In my previous watch as information secretary, I dealt with hundreds of foreign correspondents. Among them was an American news bureau chief in Hong Kong, who became a very close friend. He also became very close to  Run Run Shaw, the great Asian entertainment mogul. At the end of his long tour in Hong Kong, Shaw honored him with a magnificent farewell dinner. There Shaw gifted him a going-away present, which he unwrapped as soon as he got home. It turned out to be a very special gem.

It was almost midnight when the journalist saw what his friend had given him. At once he drove to Shaw’s residence to return the gift to his friend. He said he could not take it, if he was to remain true to his profession and they were to remain true friends. In the honored tradition of the news profession, he said, a newspaperman is free to consume what he can eat or drink at dinner, but anything beyond it would constitute corruption. Shaw understood his point, and he and the bureau chief decided to remain friends. 

On another occasion, an assistant of mine tried to help facilitate the hotel booking of a visiting US newsweekly correspondent. His principals got wind of it, and tried to nail him for allegedly receiving “hospitality” from a foreign government. There was no such thing, though: the correspondent had run into some trouble with his booking, and the employee happened to be around to help fix his problem. But such was the newsweekly’s zealous regard for its reputation that it did not want to give ground for any false accusations. I had to assure the newsweekly that the government did them no favors, and they owed the government nothing.

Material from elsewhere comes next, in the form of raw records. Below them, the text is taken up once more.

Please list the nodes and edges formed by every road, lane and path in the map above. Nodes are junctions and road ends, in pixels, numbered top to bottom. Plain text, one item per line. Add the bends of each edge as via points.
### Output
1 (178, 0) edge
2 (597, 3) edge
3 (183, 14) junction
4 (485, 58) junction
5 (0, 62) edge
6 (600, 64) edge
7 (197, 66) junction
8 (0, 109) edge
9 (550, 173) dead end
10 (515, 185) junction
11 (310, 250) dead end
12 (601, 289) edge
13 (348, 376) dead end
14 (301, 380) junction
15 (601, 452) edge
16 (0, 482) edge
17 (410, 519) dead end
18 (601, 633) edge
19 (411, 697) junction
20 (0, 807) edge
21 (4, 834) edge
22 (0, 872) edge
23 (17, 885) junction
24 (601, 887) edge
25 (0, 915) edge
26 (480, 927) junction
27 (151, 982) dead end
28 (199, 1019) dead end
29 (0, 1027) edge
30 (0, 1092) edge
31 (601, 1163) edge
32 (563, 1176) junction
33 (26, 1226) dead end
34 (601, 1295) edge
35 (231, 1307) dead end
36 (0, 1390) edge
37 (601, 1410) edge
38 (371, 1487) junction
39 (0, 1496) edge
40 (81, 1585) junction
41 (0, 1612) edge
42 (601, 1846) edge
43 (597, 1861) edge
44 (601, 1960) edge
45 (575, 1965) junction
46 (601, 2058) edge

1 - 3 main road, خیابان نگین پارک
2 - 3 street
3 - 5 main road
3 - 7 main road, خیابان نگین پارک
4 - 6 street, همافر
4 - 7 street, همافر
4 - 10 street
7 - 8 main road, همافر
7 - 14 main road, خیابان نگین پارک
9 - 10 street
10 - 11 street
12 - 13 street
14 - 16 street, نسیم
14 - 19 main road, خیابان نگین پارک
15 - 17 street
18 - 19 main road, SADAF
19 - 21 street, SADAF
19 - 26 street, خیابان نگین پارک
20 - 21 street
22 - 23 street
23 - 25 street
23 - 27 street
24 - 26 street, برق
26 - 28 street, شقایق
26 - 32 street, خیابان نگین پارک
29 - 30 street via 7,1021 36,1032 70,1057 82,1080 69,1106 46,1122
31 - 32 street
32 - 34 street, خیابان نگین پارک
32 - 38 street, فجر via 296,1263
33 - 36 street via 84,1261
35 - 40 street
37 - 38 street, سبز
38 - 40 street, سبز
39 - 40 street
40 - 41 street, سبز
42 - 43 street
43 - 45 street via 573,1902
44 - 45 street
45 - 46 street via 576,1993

These two incidents come to mind in the face of President Rodrigo Duterte’s statement that it is all right for policemen to receive gifts from private citizens. To the credit of the Philippine National Police officials, none of them seem to agree with the President; to them it is enough that the police get a “thank you” from the public. In some countries, the police thank you for giving them the smallest opportunity to perform a service. 

I saw this first in Canada. On my first visit to Toronto, an old friend offered to drive me to Niagara Falls. But on the road our car began to emit smoke. Before we even noticed it, a Canadian police car was already escorting us to the nearest gasoline station where we could get some help. The police stayed until the problem was fixed, but before we could thank them for their kind service, they thanked us very warmly for allowing them to help. This gave me my first lasting impression of the place.

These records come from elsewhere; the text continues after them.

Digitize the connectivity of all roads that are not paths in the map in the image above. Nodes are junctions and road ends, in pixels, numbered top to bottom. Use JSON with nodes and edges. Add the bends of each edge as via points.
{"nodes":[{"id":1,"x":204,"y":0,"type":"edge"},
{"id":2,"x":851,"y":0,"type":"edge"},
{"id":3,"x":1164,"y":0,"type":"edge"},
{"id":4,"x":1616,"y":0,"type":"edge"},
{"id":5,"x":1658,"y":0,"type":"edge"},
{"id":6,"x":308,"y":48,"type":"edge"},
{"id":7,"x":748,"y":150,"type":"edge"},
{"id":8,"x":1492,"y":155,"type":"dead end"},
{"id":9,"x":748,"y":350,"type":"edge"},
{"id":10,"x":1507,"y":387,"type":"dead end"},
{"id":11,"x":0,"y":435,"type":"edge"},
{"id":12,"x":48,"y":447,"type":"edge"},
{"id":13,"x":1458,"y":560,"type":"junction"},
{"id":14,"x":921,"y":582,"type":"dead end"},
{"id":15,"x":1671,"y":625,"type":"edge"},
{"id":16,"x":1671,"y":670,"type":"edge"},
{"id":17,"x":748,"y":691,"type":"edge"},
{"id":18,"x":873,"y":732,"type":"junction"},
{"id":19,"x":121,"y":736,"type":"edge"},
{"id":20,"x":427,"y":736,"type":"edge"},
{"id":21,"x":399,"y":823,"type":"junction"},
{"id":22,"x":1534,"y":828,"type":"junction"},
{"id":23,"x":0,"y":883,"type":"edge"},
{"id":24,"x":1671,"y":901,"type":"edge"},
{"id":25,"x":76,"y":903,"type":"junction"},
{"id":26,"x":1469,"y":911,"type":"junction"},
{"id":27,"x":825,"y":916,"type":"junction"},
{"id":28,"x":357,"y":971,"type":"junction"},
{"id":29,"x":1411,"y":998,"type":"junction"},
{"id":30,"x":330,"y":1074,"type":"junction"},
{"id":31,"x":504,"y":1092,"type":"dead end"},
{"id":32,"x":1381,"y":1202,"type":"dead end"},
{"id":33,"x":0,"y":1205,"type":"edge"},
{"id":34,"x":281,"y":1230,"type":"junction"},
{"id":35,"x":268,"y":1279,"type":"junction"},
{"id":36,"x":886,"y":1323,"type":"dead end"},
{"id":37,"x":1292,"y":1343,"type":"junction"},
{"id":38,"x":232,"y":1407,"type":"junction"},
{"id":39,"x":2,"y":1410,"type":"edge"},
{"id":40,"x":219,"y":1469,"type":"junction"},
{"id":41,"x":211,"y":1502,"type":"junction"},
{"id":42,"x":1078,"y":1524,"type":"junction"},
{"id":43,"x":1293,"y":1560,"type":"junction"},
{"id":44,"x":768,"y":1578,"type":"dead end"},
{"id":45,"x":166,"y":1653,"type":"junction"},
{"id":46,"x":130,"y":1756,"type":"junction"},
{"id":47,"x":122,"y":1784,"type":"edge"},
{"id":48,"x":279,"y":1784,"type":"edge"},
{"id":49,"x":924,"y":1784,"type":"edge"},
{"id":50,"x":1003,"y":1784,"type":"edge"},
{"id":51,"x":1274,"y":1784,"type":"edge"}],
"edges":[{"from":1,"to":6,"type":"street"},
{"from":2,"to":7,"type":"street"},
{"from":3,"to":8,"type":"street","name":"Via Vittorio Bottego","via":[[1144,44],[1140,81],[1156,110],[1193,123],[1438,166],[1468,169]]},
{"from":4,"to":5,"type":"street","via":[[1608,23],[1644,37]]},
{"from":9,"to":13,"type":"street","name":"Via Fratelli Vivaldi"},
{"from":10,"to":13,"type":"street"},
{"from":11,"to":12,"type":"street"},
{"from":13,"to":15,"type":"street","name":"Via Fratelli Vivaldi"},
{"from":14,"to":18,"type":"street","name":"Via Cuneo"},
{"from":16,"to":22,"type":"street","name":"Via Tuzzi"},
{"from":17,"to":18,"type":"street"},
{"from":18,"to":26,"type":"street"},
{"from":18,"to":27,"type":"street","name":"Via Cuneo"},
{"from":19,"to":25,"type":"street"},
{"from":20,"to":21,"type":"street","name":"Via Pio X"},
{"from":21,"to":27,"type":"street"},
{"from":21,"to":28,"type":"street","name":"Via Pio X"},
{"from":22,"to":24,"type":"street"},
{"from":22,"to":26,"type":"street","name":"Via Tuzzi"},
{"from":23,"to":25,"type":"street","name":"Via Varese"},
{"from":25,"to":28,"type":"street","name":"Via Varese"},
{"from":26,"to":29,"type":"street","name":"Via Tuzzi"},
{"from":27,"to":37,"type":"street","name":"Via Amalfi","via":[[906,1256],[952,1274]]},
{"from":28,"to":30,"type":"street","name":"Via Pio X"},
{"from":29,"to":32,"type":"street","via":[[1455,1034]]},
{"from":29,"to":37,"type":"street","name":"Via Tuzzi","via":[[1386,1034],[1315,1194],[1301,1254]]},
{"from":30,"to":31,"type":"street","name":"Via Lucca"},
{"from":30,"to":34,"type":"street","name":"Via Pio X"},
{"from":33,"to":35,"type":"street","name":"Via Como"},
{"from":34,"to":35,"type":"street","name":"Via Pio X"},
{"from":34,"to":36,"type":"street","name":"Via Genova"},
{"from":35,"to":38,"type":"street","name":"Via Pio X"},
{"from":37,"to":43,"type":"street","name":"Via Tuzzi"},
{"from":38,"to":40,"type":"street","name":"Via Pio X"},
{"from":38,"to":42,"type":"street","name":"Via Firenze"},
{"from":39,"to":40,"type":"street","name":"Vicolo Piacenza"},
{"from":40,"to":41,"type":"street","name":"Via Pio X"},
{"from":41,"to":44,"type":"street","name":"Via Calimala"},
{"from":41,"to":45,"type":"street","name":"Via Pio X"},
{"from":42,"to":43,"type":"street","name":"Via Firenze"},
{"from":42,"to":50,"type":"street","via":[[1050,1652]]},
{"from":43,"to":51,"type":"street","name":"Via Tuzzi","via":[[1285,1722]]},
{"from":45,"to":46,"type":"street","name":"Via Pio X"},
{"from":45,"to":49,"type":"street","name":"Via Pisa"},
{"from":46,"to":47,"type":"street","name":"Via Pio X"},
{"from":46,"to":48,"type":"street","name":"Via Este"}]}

DU30’s statement on “gifts” has the opposite effect. Policemen have a serious duty to safeguard their reputation for incorruptibility in the performance of their duties. This should not be watered down or compromised, on orders of the President. Accepting gifts is clearly against the law, not just one’s code of ethics; the President should be the first one to insist upon it. It is not enough for him to say that policemen should not extort or solicit gifts; he should command them to decline all gifts except those from the closest relatives and friends, for reasons not related to the performance of their duties. 

If the President says they can accept gifts, it must be an exception to the rule and the parameters must be absolute. From whom and under what circumstances can they receive, and what is the maximum worth of what they can accept? The more important question is this — if a policeman can accept gifts from a private individual, can the President too? The members of the Cabinet? The Ombudsman? The Justices and Judges? The members of Congress? Where will “accepting” a gift end, and soliciting or extorting a bribe replace it? Is this not one hell of a slippery slope?

By what authority can the President now declare that a gross violation of a public servant’s code of ethics and the law is no longer so? Is it morally or legally binding on anybody? DU30 seems to believe he can do all this, without leave of the judiciary or Congress. In fact, he seems to believe he can abolish agencies created by law without repealing the law itself, and find officials guilty of serious crimes without due process, just by listing them in some so-called hate list.

Nearly 30 years ago, before the rise of today’s fascist leaders, the American author Yoshihiro Francis Fukuyama wrote a book titled “The end of history and the last man,” in which he argued that the spread of liberal democracy and Western market capitalism, following the end of the Cold War, could mean the final triumph of liberal democracy against all other ideologies, which had arguably long ended, according to Daniel Bell’s 1960 book, “The end of ideology.” Fukuyama’s prognosis is still waiting to be fulfilled. In the meantime, has DU30 come up with his own dogma—The End of Morality and the Rule of Law?

In our time, what is right or wrong is no longer what the law or moral orthodoxy says, but what DU30 says, in his latest turn of phrase.